PEGN: Como os programas de inovação corporativa se encaixam nesse contexto?

Glasberg: Programas de grandes empresas, como é o caso do Launchpad, costumam esperar contrapartidas menos agressivas do que as exigidas pelos fundos de capital de risco. As corporações que investem nesse tipo de iniciativa não dependem desses investimentos para sobreviver. Diferentemente das outras modalidades de investimento, não estão em busca de oportunidades bilionárias no curto prazo. Esse tipo de apoio, o corporate venture, tem se revelado uma peça importante para preencher a lacuna de capital semente nos países emergentes. Acredito que todas as companhias deveriam se comprometer com isso.

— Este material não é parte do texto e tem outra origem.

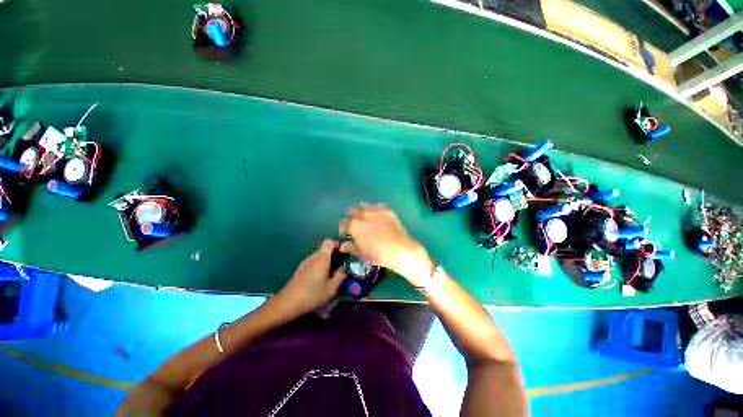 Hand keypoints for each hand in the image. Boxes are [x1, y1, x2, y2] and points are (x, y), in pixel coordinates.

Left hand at [272, 240, 346, 317]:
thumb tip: (344, 268)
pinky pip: (313, 263)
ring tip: (332, 273)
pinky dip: (319, 266)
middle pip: (324, 249)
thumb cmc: (312, 294)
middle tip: (341, 265)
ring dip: (326, 261)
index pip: (329, 242)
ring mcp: (305, 263)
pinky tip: (321, 279)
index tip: (344, 252)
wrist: (288, 303)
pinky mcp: (300, 269)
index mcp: (321, 258)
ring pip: (319, 256)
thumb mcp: (331, 288)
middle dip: (333, 255)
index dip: (337, 244)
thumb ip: (340, 276)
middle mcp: (313, 257)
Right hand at [339, 204, 433, 286]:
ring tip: (365, 218)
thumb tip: (343, 245)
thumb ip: (351, 247)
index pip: (344, 223)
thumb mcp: (362, 253)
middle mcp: (363, 215)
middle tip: (355, 224)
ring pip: (364, 206)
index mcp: (355, 225)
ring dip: (362, 211)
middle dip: (352, 217)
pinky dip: (374, 209)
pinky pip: (377, 206)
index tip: (346, 233)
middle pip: (352, 210)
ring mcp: (375, 211)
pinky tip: (376, 215)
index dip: (343, 228)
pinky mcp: (386, 210)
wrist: (400, 249)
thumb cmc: (378, 254) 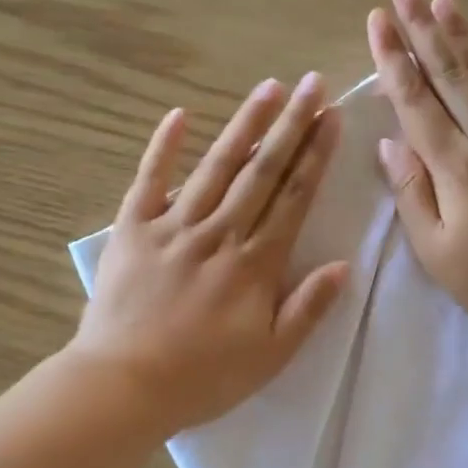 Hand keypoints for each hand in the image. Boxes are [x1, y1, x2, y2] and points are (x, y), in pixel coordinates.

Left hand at [73, 75, 350, 435]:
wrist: (125, 384)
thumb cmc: (203, 378)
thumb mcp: (270, 357)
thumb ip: (307, 309)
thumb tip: (342, 264)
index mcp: (255, 264)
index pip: (293, 198)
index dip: (315, 156)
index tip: (331, 118)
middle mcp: (219, 233)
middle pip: (261, 171)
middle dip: (291, 125)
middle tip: (311, 83)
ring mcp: (173, 227)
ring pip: (216, 167)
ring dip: (244, 125)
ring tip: (267, 88)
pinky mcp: (133, 230)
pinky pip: (149, 180)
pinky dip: (164, 147)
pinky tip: (179, 114) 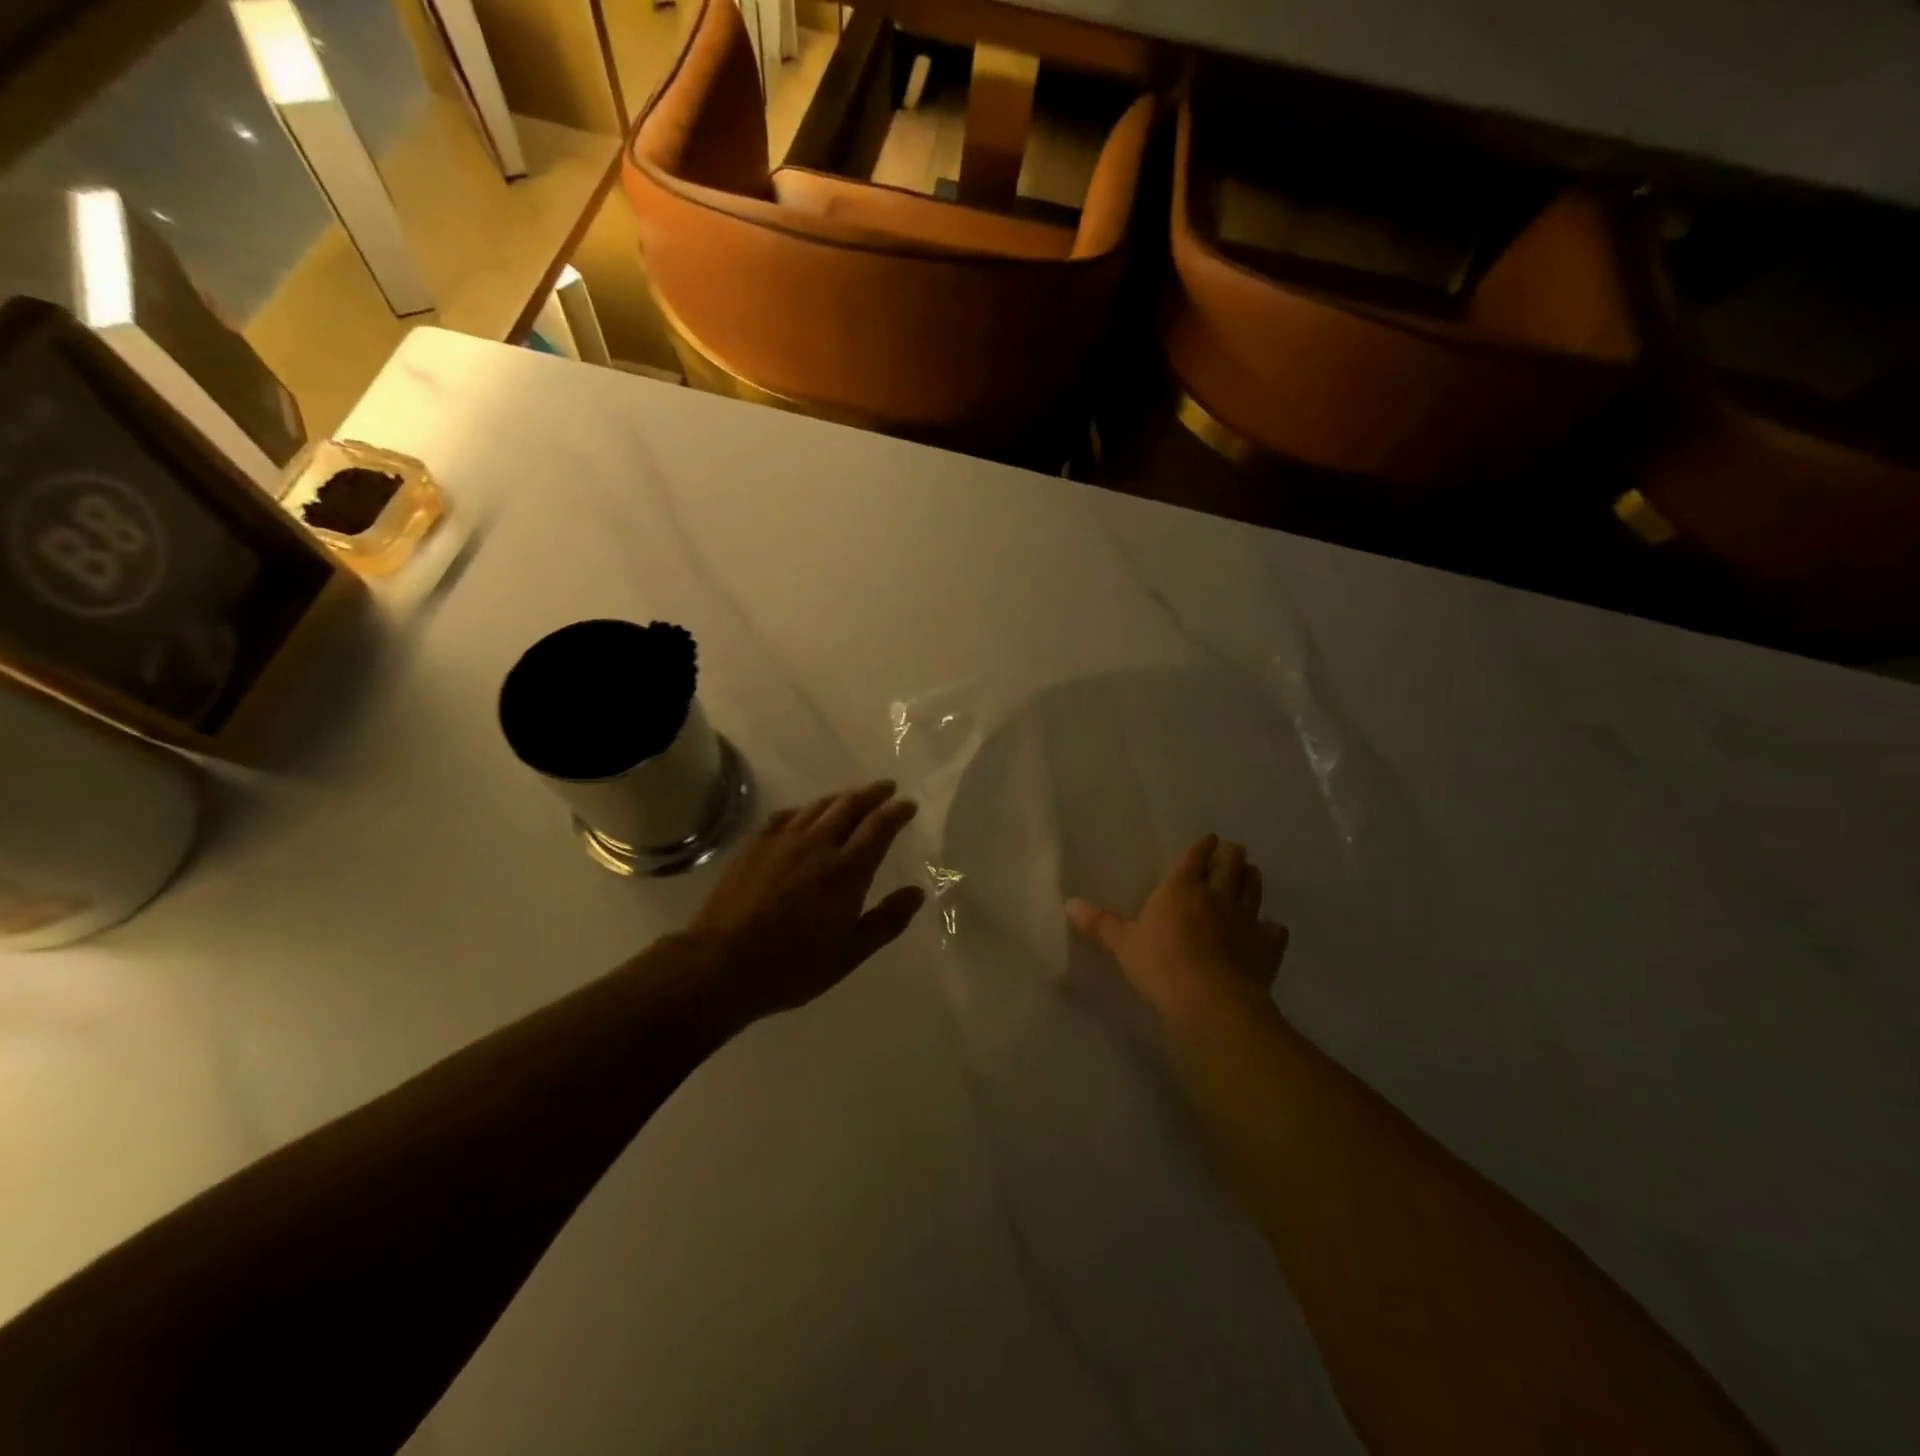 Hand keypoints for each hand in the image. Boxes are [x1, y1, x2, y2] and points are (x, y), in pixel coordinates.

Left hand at [678, 780, 924, 1026]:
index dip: (896, 812)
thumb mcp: (850, 953)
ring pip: (818, 807)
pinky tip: (804, 815)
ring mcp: (782, 841)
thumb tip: (917, 892)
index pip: (879, 827)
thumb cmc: (793, 966)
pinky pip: (786, 816)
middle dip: (872, 793)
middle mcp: (818, 845)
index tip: (908, 804)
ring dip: (841, 797)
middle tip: (886, 787)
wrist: (722, 964)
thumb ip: (887, 921)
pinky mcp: (754, 845)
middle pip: (850, 806)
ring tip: (852, 797)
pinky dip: (804, 810)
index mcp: (847, 870)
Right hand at [1066, 835, 1288, 1018]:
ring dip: (1252, 879)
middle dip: (1232, 855)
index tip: (1209, 839)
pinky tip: (1268, 930)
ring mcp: (1246, 920)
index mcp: (1182, 887)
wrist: (1210, 1001)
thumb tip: (1068, 904)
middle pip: (1231, 864)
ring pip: (1254, 889)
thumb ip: (1099, 923)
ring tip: (1250, 874)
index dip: (1203, 846)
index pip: (1196, 857)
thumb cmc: (1160, 964)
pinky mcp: (1266, 948)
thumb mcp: (1122, 943)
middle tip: (1232, 852)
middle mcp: (1217, 896)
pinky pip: (1274, 930)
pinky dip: (1271, 928)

PEGN: Qual é o posicionamento do Google nesse sentido?

Glasberg: O programa perderia o seu propósito se eu começasse a analisar a questão sob a perspectiva de retorno sobre investimento. A área de aquisições do Google e o Launchpad são entidades separadas e independentes. É por isso que não pedimos participações nas empresas.

PEGN: Mas existe alguma expectativa de retorno, certo?

Glasberg: Pedimos apenas para que as startups continuem a trabalhar e a compartilhar os seus resultados com a gente. Queremos aprender com elas. O Google possui uma infinidade de plataformas e soluções para pequenas e médias empresas. Boa parte dessas tecnologias são criadas em locais como o Vale do Silício. Mas existem diversos aspectos sociais e demográficos que influem profundamente no modo como as pessoas interagem com nossas ferramentas. Nem todos os lugares têm alta conectividade e alta penetração de smartphones de última geração, por exemplo. Esse tipo de iniciativa é uma maneira eficiente de entender o que está acontecendo em mercados emergentes a partir das opiniões de desenvolvedores e empreendedores que usam as nossas soluções no dia a dia.

PEGN: Quais são as suas impressões sobre as startups brasileiras que já participaram do programa?

Glasberg: Tenho visto muitos casos de inovação e de empresas com boas estratégias de monetização. A atitude dos empreendedores e o espírito de colaboração me lembram muito o ecossistema israelense. Mas acho que ainda falta um grande caso de sucesso que motive novas gerações de empreendedores brasileiros. Fundadores de startups precisam assumir grandes riscos pessoais e financeiros. Nesse sentido, histórias que sirvam como referências de mercado são extremamente importantes para motivar mais pessoas a seguir pelo caminho do empreendedorismo.

PEGN: Como as novas políticas de imigração do governo americano podem afetar esse tipo de aproximação com países emergentes?

Glasberg: É difícil traçar uma estratégia, pois ainda não sabemos o que o governo irá fazer. Até o momento, as novas políticas não afetaram os países das startups selecionadas ou do time de mentores que trabalha no programa.